A blizzard came the second night. My father flew into Philadelphia from Florida and had to drive 3 hours in the snow in the dark, which he hadn’t done in years. David was there when he came. David didn’t leave my side until he came. And when my father walked into the room the look on his face scared me to death. Somewhere in this time period, maybe it was then in that moment, I became less afraid of death itself than I was of hurting the people I loved most. The way your heart breaks when you see your own father afraid to look at you because you’ve lost so much weight, because you look like death. I saw the hope disappear from his face when he looked at me. The smile go slack, the blue in his eyes sharpen.
For the rest of my time there, six days, a lung biopsy, a CT scan, blood draws, TB tests, an infectious disease team, a pulmonary specialist, a regular doctor, a slew of nurses, some kind and gentle, and some nervous or rough. There was no sleep, machines beeping, the door opening and closing, the masks on and off, the tape on the IV itching, the hand swollen. One night nurse who came from pediatrics to draw the blood from my artery for a special test came back with pages of local parks and hikes to visit. Another nurse told us that she thought I had sarcoidosis and met my dad secretly in the cafeteria with printed out information on the disease pleading with him not to tell the doctors she had done so.

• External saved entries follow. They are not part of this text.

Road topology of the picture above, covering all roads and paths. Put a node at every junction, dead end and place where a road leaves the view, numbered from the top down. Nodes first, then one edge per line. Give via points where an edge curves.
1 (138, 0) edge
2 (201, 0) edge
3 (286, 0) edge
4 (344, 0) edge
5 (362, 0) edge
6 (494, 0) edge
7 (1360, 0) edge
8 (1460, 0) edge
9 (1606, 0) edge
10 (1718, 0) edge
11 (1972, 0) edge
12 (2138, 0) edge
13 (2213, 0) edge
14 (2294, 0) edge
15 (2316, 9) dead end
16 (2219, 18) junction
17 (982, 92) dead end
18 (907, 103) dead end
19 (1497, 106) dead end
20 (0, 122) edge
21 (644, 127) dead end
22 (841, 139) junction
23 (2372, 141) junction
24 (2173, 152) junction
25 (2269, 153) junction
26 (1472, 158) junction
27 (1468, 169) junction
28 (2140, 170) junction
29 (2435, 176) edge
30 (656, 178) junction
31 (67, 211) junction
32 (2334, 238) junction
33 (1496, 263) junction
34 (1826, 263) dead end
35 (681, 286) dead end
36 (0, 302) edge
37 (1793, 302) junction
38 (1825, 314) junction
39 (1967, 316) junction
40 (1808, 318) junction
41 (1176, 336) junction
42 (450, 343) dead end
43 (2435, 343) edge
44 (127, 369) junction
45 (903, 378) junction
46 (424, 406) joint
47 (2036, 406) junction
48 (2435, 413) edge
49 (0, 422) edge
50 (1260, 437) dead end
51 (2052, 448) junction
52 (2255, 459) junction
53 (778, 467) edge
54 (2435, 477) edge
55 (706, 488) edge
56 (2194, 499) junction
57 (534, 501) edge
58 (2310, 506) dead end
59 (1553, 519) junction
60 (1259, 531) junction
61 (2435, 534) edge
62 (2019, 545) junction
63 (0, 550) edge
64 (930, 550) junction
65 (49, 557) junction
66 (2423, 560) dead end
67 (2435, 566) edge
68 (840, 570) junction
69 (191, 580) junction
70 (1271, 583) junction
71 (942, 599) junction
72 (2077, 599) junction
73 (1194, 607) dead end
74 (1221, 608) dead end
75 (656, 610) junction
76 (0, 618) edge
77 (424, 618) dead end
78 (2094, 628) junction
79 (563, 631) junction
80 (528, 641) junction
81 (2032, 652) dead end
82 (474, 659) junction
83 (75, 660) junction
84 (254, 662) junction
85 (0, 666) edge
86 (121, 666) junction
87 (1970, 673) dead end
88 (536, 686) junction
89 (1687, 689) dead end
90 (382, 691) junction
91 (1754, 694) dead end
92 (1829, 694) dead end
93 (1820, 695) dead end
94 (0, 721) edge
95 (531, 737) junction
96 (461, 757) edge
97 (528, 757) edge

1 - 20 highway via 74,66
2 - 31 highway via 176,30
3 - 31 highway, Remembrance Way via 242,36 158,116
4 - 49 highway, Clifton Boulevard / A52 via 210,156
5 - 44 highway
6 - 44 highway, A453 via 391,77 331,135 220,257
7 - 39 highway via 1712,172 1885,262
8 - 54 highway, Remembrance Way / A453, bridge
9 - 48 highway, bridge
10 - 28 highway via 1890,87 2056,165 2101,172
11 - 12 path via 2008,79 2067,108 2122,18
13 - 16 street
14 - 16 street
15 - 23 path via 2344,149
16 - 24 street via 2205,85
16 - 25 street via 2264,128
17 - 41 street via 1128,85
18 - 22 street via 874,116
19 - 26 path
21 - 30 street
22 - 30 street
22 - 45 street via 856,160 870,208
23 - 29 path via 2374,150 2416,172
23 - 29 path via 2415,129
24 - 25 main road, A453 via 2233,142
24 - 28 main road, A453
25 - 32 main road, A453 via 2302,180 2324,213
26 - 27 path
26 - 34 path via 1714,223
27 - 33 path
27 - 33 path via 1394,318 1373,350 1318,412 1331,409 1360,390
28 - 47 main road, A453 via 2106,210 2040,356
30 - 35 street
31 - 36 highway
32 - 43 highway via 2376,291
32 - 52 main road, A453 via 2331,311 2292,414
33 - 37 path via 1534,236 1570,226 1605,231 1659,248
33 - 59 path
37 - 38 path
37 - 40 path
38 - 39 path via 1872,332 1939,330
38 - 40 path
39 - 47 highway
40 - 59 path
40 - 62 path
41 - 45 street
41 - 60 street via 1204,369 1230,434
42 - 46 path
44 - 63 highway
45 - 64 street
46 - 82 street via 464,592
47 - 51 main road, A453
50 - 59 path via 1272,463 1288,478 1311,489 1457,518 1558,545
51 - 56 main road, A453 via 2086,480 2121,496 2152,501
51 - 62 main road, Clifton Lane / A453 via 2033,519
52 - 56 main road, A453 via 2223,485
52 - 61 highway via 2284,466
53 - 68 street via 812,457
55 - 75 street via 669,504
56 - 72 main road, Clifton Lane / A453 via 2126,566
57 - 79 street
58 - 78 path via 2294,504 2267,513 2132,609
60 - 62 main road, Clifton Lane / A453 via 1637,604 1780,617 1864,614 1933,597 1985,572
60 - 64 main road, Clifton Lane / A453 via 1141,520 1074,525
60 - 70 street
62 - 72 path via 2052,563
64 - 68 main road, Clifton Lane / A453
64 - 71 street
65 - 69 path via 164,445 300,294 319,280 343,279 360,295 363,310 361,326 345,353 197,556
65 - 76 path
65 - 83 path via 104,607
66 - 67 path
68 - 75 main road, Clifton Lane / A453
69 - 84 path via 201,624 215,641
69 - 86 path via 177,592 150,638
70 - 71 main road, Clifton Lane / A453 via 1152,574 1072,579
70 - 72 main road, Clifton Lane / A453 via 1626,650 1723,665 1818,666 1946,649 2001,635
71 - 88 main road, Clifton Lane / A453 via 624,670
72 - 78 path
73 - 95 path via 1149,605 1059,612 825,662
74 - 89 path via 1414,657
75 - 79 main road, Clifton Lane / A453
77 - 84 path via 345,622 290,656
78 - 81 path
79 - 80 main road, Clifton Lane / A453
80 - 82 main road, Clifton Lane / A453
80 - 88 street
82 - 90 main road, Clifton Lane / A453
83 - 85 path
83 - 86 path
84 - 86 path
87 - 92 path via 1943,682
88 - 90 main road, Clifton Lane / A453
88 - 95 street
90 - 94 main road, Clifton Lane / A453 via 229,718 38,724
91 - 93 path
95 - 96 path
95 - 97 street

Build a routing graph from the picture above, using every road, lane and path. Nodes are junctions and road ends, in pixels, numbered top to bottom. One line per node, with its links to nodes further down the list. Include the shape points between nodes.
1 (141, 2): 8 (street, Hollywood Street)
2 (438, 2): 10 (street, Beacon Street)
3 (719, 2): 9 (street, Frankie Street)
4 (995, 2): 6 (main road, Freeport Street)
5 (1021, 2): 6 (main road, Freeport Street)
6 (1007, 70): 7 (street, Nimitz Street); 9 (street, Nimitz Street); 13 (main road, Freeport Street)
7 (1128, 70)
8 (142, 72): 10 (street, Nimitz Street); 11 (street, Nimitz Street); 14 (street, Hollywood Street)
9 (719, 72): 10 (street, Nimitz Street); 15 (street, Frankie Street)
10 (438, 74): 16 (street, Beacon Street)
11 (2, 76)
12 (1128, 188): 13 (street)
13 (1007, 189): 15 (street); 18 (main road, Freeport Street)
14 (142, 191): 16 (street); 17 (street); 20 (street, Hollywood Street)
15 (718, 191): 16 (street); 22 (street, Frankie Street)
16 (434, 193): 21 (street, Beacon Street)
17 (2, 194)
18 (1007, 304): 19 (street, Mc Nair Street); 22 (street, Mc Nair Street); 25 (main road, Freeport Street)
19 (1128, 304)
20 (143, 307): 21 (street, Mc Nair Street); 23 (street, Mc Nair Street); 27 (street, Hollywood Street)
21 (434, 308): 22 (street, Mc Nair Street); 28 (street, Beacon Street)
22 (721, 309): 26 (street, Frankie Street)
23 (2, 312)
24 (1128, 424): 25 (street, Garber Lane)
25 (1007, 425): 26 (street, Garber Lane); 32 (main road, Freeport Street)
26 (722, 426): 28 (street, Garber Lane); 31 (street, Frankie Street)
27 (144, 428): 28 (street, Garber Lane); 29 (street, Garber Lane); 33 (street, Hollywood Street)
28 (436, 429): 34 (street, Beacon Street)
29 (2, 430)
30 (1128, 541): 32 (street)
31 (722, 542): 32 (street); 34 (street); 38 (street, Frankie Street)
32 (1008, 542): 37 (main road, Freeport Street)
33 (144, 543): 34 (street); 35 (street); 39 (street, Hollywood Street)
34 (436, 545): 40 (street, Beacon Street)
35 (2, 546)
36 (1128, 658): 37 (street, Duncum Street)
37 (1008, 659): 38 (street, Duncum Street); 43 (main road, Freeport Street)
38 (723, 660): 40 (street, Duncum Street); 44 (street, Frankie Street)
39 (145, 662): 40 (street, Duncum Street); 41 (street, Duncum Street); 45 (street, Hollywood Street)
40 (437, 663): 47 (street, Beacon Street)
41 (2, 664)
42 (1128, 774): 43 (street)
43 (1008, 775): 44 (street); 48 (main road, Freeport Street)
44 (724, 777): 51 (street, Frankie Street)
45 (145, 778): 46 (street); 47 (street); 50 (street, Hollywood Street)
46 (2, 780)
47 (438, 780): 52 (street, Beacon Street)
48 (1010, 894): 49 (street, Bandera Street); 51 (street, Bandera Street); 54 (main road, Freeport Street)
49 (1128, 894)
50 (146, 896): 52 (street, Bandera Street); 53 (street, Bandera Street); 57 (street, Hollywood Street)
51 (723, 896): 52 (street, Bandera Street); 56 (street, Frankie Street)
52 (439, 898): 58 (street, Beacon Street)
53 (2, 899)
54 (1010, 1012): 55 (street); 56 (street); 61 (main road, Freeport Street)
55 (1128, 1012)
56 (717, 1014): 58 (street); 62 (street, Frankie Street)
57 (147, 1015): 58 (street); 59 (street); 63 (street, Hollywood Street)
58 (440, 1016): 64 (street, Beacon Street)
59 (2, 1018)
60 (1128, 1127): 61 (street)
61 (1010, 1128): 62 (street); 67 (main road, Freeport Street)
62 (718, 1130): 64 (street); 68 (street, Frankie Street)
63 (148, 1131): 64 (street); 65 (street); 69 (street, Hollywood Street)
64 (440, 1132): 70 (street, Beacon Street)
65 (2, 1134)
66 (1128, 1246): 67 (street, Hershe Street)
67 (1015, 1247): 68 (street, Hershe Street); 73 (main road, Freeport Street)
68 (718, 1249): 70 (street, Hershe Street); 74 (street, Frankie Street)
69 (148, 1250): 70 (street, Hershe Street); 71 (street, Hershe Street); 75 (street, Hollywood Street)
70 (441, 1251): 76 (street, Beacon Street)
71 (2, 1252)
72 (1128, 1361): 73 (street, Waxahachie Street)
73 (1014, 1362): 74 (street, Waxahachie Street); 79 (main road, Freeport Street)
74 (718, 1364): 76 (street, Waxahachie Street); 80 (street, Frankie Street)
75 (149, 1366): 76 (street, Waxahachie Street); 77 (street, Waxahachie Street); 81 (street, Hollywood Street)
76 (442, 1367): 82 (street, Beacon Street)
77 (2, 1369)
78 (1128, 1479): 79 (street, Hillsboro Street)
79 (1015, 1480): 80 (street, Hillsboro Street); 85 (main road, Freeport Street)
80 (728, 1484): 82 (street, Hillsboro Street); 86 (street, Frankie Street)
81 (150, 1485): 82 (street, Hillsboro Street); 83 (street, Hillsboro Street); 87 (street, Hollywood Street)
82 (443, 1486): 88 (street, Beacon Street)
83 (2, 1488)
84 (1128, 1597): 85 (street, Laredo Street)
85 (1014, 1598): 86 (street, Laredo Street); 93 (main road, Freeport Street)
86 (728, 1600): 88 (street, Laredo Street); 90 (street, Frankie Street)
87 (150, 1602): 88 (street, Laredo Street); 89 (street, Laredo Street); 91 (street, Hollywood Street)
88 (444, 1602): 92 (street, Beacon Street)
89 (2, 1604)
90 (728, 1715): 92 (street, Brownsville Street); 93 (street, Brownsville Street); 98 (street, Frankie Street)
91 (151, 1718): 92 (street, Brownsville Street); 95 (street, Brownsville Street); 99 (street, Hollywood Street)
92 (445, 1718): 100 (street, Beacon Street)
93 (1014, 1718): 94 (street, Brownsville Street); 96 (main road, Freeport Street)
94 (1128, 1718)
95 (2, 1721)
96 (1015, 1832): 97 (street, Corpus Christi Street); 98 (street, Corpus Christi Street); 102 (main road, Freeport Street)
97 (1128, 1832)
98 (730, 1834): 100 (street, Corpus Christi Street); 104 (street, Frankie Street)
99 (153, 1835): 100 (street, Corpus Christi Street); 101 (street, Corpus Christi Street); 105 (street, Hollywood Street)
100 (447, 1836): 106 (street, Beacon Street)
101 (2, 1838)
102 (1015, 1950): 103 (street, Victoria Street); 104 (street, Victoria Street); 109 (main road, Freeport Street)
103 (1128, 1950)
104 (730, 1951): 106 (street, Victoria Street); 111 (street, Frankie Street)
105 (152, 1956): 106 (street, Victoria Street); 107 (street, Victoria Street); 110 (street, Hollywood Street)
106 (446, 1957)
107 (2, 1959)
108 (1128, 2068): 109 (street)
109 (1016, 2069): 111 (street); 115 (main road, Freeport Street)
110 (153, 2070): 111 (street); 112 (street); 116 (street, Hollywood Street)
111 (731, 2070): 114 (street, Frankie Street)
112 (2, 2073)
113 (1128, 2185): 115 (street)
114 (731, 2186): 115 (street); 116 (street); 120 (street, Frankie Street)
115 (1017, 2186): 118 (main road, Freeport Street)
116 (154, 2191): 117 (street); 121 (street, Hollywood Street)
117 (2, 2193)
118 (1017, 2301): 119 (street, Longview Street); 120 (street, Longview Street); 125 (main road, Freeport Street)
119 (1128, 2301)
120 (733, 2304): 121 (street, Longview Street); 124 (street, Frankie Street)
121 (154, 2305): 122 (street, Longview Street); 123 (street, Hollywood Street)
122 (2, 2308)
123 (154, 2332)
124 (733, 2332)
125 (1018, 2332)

Those two women were like angels. I still wish I knew their names so I could send them a letter and a gift. The best way to describe what they saw, the doctor said, was that I had tiny white marks all over my lungs, little grains of rice or stars, the x-rays he said looked like constellations. I didn’t want to see but my dad did. I learned later that the medical term for these is granulomas, and with sarcoidosis they tend to be star-shaped and are referred to as asteroid bodies.
The whole time I was being poked and prodded and to try and work through the fear and touch gentleness in the person whose hands were on me, whose hands I was in, I practiced the phrases of the Metta mediation I had learned in California to help with my anxiety. May you be filled with loving kindness. May you be well. May you be peaceful and at ease. Maybe you be happy and free from suffering. It was a wish for them, but also a plea. It helped. It was the only thing I had to hold on to get me through and it was it was a secret. Inside. Sharing the space with my constellations.